Nilai absorbansi FeSO4 yang diperoleh adalah -0,099. Seharusnya
absorbansinya meningkat, karena konsentrasi larutan sampel meningkat
akibat penambahan logam berat FeSO4. Hal ini diduga terjadi akibat
konsentrasi larutan yang terlalu pekat sehingga perlu diencerkan agar
absorbansinya dapat terbaca oleh spektrofotometer. Hal ini sesuai dengan
Anonim (2012a) bahwa kesalahan fotometrik normal pada pengukuran
dengan absorbansi sangat rendah atau sangat tinggi, hal ini dapat diatur
dengan pengaturan konsentrasi, sesuai dengan kisaran sensitivitas dari alat
yang digunakan (melalui pengenceran atau pemekatan). Banyaknya sinar
yang diserap akan bergantung pada banyak molekul yang berinteraksi dengan
sinar. Jika pengukuran dilakukan pada suatu zat warna organik yang
kuat/tajam berupa larutan pekat, maka akan diperoleh absorbansi yang
sangat tinggi karena ada banyak molekul yang berinteraksi dengam sinar.

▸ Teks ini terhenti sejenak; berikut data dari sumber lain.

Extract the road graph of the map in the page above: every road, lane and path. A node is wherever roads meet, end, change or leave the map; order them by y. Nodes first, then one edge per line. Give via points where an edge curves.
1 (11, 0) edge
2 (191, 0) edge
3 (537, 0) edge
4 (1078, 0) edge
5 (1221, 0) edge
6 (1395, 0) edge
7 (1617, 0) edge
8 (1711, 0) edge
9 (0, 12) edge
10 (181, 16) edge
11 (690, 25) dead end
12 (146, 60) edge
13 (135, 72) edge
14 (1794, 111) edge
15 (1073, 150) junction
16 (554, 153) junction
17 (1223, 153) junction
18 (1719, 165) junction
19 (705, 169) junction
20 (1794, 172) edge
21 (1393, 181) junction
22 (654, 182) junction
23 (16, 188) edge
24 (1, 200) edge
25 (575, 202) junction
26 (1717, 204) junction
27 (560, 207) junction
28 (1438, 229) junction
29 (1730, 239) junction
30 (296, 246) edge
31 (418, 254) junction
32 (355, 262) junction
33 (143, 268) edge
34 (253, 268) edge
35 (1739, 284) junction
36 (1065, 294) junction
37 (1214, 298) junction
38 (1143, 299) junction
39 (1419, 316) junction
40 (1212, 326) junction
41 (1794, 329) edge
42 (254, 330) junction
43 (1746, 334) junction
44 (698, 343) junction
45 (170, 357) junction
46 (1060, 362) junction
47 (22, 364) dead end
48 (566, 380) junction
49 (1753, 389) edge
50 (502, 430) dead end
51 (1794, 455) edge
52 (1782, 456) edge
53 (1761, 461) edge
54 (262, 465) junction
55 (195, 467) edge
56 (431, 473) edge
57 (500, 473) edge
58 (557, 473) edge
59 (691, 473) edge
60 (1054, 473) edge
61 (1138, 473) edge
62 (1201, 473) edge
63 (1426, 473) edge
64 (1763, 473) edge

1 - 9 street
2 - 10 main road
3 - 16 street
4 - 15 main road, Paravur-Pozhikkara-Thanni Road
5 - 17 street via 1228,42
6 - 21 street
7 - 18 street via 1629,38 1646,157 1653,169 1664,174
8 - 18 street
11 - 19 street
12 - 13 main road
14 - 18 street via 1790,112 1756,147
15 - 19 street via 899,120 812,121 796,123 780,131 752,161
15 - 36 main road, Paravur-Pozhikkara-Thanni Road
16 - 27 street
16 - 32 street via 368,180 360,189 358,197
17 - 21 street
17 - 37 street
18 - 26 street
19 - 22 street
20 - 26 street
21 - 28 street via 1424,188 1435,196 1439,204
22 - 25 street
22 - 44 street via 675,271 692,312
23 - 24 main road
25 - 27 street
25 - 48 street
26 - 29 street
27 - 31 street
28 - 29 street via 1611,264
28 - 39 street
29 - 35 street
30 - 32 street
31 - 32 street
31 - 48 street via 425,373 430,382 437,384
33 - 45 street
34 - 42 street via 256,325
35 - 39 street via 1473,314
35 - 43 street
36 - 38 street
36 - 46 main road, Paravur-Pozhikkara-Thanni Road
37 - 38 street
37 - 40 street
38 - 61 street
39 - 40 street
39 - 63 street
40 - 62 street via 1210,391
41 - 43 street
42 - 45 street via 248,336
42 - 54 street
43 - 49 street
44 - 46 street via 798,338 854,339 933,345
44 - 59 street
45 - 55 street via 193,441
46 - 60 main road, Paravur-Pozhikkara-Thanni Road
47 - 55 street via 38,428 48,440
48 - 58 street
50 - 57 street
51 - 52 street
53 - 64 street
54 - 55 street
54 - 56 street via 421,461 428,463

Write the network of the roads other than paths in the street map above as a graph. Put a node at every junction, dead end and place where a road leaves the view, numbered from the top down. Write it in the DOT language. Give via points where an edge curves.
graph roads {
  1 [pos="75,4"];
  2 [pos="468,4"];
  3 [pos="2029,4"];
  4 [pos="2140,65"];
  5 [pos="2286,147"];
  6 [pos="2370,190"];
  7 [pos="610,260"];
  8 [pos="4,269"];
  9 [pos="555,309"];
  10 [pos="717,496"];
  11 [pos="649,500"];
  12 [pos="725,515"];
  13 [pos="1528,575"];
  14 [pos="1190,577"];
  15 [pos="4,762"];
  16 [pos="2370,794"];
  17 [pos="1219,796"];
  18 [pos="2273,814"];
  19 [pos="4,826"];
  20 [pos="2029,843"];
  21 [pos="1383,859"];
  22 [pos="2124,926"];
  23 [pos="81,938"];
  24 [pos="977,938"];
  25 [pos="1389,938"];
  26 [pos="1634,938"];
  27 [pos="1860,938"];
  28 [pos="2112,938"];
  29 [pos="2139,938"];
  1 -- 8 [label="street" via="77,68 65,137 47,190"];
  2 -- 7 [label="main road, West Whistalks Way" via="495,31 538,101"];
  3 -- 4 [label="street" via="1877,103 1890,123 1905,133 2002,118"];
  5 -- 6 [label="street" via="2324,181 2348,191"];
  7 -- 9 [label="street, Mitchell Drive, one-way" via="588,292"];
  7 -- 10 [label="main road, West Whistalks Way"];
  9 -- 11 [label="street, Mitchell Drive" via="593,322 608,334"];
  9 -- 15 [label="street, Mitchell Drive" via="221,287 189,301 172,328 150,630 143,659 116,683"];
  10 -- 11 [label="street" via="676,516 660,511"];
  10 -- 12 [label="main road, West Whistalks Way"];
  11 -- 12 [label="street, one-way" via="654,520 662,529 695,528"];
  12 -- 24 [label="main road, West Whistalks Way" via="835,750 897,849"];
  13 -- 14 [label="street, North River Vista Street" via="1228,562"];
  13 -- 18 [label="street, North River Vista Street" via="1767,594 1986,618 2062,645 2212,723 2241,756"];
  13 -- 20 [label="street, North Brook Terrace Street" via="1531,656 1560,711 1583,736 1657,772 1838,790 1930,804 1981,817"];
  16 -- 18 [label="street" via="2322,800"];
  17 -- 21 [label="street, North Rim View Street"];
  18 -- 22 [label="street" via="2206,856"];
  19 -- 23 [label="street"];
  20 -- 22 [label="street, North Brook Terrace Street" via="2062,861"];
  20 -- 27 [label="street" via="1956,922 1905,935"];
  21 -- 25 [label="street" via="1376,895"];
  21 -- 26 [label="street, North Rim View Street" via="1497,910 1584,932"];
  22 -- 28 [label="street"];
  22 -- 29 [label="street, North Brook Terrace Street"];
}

Namun dalam larutan yang sangat encer, sangat sulit untuk melihat warnanya
(absorbansinya sangat rendah). Hal ini dapat menyebabkan kesalahan
pengukuran (akibat variasi konsentrasi larutan). Konsentrasi larutan yang
terlalu pekat perlu dilakukan pengenceran agar absorbansinya dapat terbaca
pada spektrofotometer.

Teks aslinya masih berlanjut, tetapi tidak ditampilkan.